I mean, the strategy itself isn’t even a conspiracy theory. That’s literally their game plan for dismantling established departments and government branches. The US Post Office is a great example. Conservatives make it harder and harder for them to stay funded every year, all in an attempt to slow down postal service and drive up delivery prices. They intentionally add bloat, cut funding, and increase costs. This is explicitly so they can point at the USPS and go “look at how bloated and ineffective this is! We should privatize it instead!”

snooggums , (edited )
@snooggums@midwest.social avatar

All listed prices should be the final maximum cost for any specific product. “Additional fees may apply” should not be allowed, as they exist to deceive the user about the final cost.

Upcharges for additional things is fine, as long as the customer knows what the additional cost is.

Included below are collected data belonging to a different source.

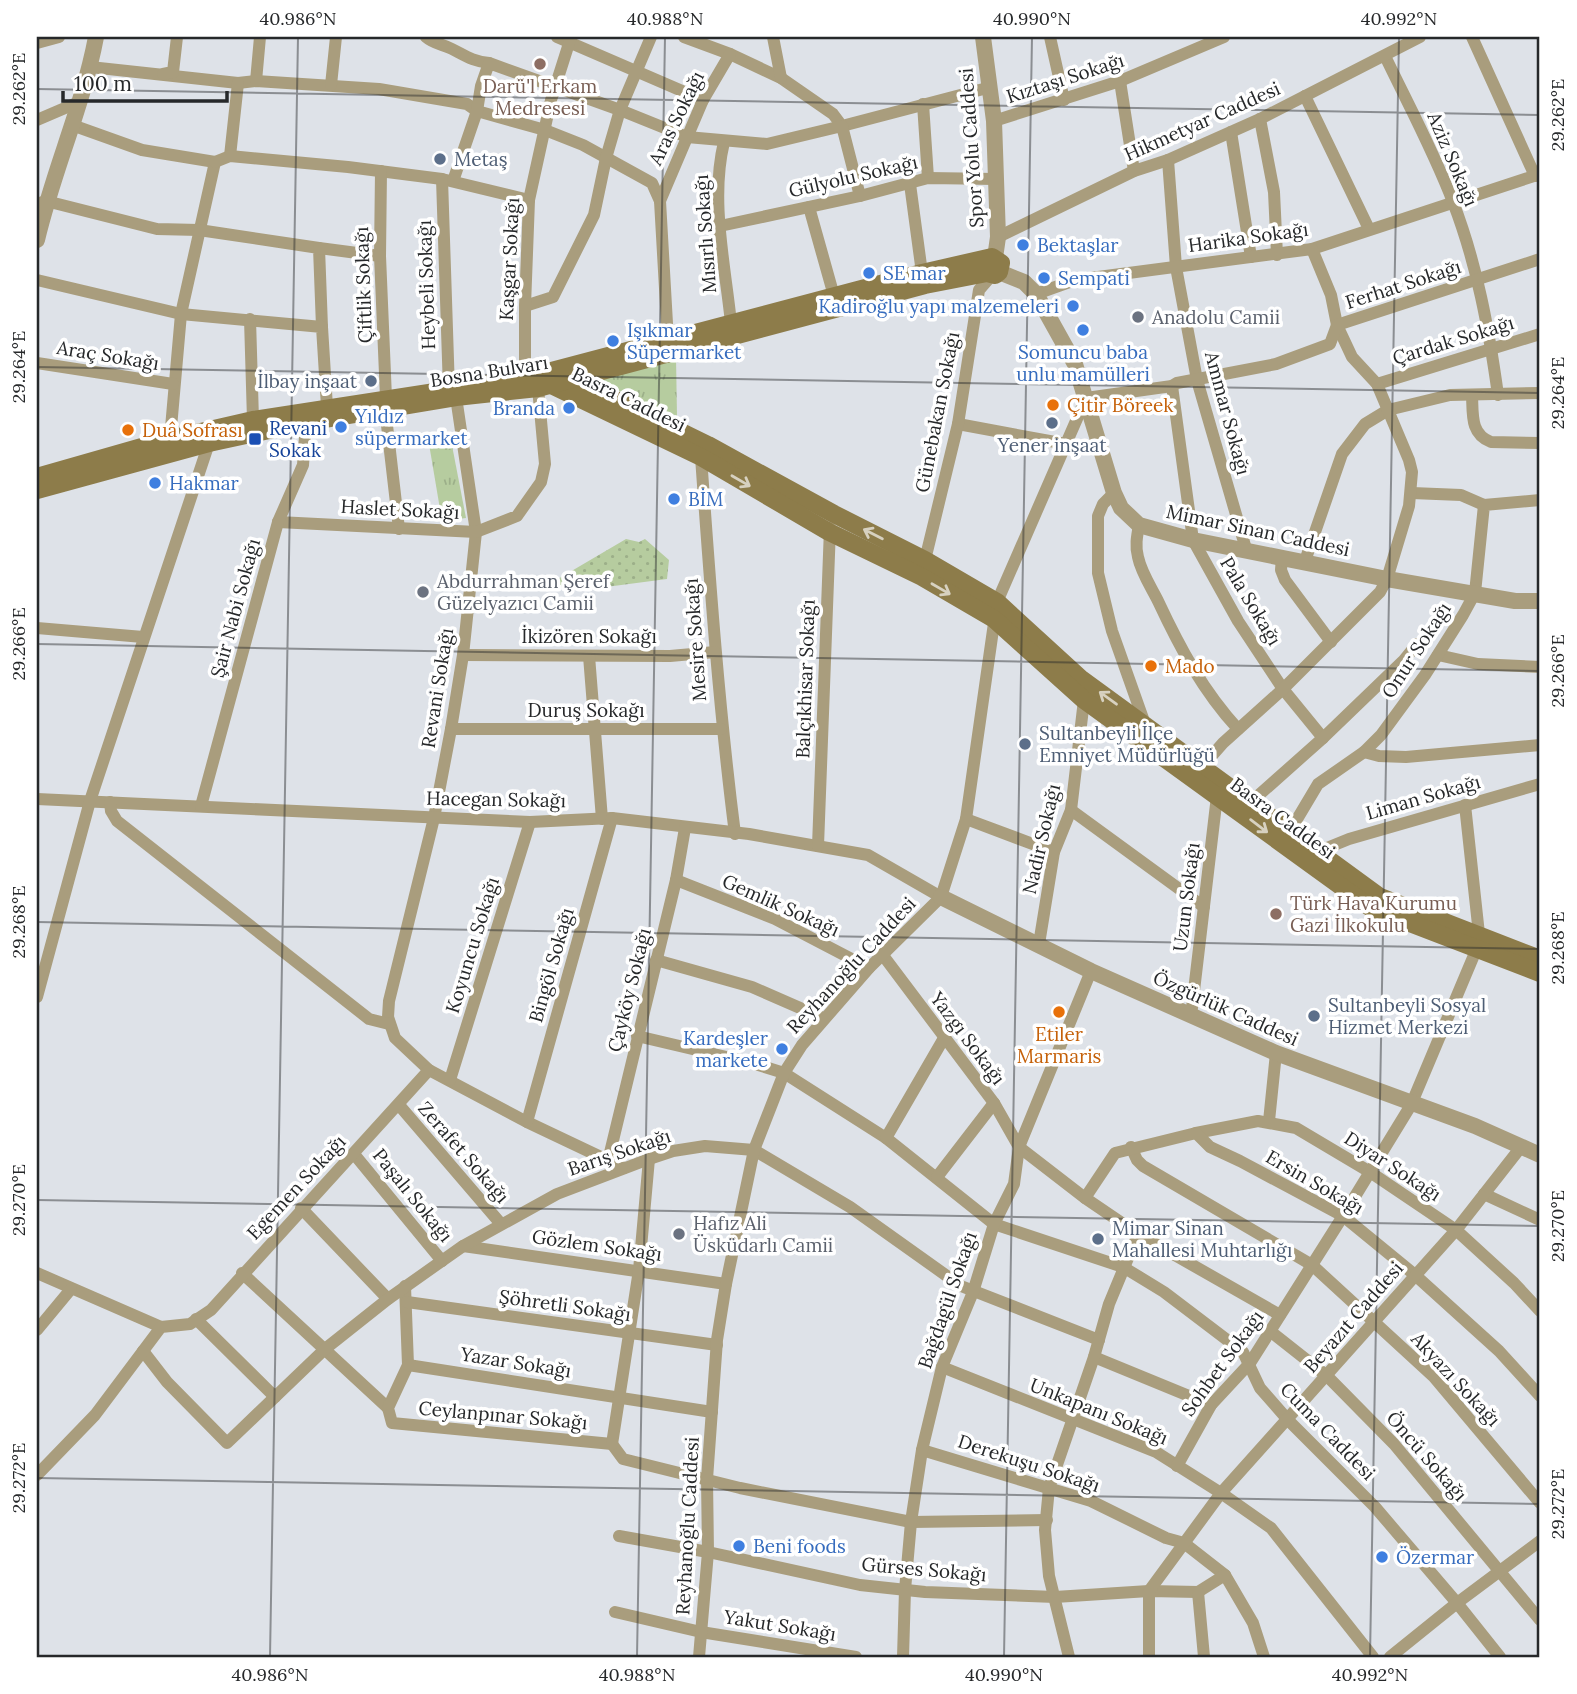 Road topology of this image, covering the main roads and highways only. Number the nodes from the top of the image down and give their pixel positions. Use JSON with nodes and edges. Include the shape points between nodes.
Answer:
{"nodes":[{"id":1,"x":547,"y":380,"type":"junction"},
{"id":2,"x":386,"y":403,"type":"junction"},
{"id":3,"x":704,"y":451,"type":"junction"},
{"id":4,"x":37,"y":477,"type":"edge"},
{"id":5,"x":37,"y":490,"type":"edge"},
{"id":6,"x":996,"y":610,"type":"junction"},
{"id":7,"x":1221,"y":791,"type":"junction"},
{"id":8,"x":1478,"y":941,"type":"junction"},
{"id":9,"x":1540,"y":959,"type":"edge"},
{"id":10,"x":1540,"y":973,"type":"edge"}],
"edges":[{"from":1,"to":1,"type":"main road","name":"Bosna Bulvarı","via":[[925,285],[992,268],[922,273],[731,323]]},
{"from":1,"to":2,"type":"main road","name":"Bosna Bulvarı"},
{"from":1,"to":3,"type":"main road","name":"Basra Caddesi"},
{"from":2,"to":4,"type":"main road","name":"Bosna Bulvarı","via":[[327,407],[253,420]]},
{"from":2,"to":5,"type":"main road","name":"Bosna Bulvarı","via":[[209,443]]},
{"from":6,"to":3,"type":"main road","name":"Basra Caddesi","one_way":true,"via":[[925,560]]},
{"from":3,"to":6,"type":"main road","name":"Basra Caddesi","one_way":true,"via":[[830,532]]},
{"from":7,"to":6,"type":"main road","name":"Basra Caddesi","one_way":true,"via":[[1201,768]]},
{"from":6,"to":7,"type":"main road","name":"Basra Caddesi","via":[[1084,700]]},
{"from":7,"to":8,"type":"main road","name":"Basra Caddesi","via":[[1251,802],[1380,897]]},
{"from":7,"to":8,"type":"main road","name":"Basra Caddesi","one_way":true,"via":[[1371,908]]},
{"from":8,"to":9,"type":"main road","name":"Basra Caddesi"},
{"from":8,"to":10,"type":"main road","name":"Basra Caddesi"}]}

Also, tipping needs to fuck off and all employees need to be paid a living wage. If businesses can’t pay a living wage they don’t need to exist.

wazoobonkerbrain ,
@wazoobonkerbrain@lemmy.world avatar

abiutbthe fi al

You okay?

snooggums ,
@snooggums@midwest.social avatar

My thumbs must have had a seizure!

bobs_monkey ,

Yup, at this point it’s just false advertising. Per the article, restaurant owners are saying they want to keep menu prices low as to not scare off customers, which is really just a fancy way of saying they’d rather bait them on the promise of low prices, and then ram the full cost of the meal up their asses at the end of it.

Just roll everything (cost/taxes/tips/fees) into the menu price. This constant bait and switch in the US needs to finally die. If you won’t survive by showing the true costs your customers need to pay, maybe you need to rethink your business model or find a new profession.

JCreazy , (edited )

The way I see it, if a restaurant can’t provide a living wage and also provide reasonably priced food, then the restaurant is being run poorly and the money is not being managed properly.

catloaf ,

And/or the cost of materials is also extortionate. I’m sure Sysco and other restaurant supply companies have also jacked their rates in recent years.